La pension de retraite des fonctionnaires civils ou militaires est versée en principe après un service minimum de quinze années dans l’administration ou l’armée française. Les bénéficiaires ne sont pas forcément des anciens combattants. Environ 53 500 pensions de retraite, soit moins de 3 % des 1 850 000 pensions de retraite servies par l’État français, sont cristallisées. Elles concernent environ 17 700 Marocains, 9 300 Algériens, 5 000 Burkinabés, 4 000 Tchadiens, 3 000 Guinéens, 2 000 Maliens, 2 000 Ivoiriens, 1 800 Sénégalais, 1 700 Tunisiens, 1 500 Malgaches et 1 200 Nigériens.

La retraite du combattant est attribuée à ceux qui ont combattu dans l’armée française. Son montant, même à taux plein, est des plus modiques : 420 euros par an. Environ 48 000 étrangers, soit 4 % des 1,2 million de bénéficiaires de l’État français, perçoivent cette prestation à un taux cristallisé. Parmi eux, 17 000 Marocains, 14 000 Algériens, 4 500 Tunisiens, 2 000 Sénégalais, 1 700 Burkinabés, 1 400 Maliens, 700 Tchadiens, 600 Vietnamiens, 600 Ivoiriens, etc.

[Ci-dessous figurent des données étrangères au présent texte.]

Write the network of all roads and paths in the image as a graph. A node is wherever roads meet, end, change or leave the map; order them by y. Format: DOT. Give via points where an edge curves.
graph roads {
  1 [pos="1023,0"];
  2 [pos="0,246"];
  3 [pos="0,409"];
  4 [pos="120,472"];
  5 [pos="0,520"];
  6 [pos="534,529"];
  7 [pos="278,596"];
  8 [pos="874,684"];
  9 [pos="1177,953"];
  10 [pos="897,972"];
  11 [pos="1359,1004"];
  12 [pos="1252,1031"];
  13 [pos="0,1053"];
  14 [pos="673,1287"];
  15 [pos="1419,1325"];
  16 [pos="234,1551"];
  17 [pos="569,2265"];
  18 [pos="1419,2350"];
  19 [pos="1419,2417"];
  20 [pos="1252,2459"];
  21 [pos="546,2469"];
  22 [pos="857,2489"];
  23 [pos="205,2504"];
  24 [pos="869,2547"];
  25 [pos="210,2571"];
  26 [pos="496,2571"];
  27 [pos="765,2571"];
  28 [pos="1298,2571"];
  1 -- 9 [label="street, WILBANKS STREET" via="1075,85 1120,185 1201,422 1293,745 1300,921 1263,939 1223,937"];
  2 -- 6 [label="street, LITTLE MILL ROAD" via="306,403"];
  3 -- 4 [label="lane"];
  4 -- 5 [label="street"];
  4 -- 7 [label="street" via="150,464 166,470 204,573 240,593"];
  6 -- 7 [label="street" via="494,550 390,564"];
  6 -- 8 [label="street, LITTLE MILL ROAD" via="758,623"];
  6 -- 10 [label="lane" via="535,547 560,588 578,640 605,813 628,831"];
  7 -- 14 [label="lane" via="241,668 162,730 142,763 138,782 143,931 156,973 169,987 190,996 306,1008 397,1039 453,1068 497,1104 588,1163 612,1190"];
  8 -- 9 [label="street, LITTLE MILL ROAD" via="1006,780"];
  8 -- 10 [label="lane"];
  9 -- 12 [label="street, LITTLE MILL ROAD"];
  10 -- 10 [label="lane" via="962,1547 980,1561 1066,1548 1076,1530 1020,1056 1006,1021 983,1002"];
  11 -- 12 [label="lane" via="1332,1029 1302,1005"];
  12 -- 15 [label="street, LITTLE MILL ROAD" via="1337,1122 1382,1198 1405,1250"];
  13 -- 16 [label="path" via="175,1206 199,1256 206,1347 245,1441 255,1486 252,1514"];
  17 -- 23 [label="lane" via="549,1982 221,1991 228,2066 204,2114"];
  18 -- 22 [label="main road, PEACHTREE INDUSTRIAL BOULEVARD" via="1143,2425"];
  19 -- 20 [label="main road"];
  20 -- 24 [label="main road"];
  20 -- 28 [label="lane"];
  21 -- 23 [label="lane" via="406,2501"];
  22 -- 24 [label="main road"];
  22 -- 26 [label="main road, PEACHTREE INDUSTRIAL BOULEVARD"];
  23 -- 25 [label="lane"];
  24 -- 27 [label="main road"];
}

La pension militaire d’invalidité est attribuée aux militaires souffrant d’infirmités causées par ou durant leur service dans l’armée. Les bénéficiaires, au nombre de 460 000, ne sont pas forcément des anciens combattants. Environ 30 000 d’entre eux sont étrangers dont 11 000 Algériens, 8 000 Marocains, 3 700 Tunisiens, 800 Sénégalais, 800 Burkinabés, 500 Maliens, 500 Guinéens, 400 Ivoiriens. Notons que 1 500 de ces étrangers victimes de la discrimination résident en France.

Il estima, en outre, que la différence de situation existant « entre d’anciens agents publics de la France, selon qu’ils ont la nationalité française ou sont ressortissants d’États devenus indépendants, ne justifie pas, eu égard à l’objet des pensions de retraite, une différence de traitement  », et que ne peut être regardée comme une « justification objective et raisonnable  » le fait que la loi de 1959 aurait eu pour « objectif de tirer les conséquences de l’indépendance des pays et de l’évolution distincte de leurs économies et de celle de la France  ».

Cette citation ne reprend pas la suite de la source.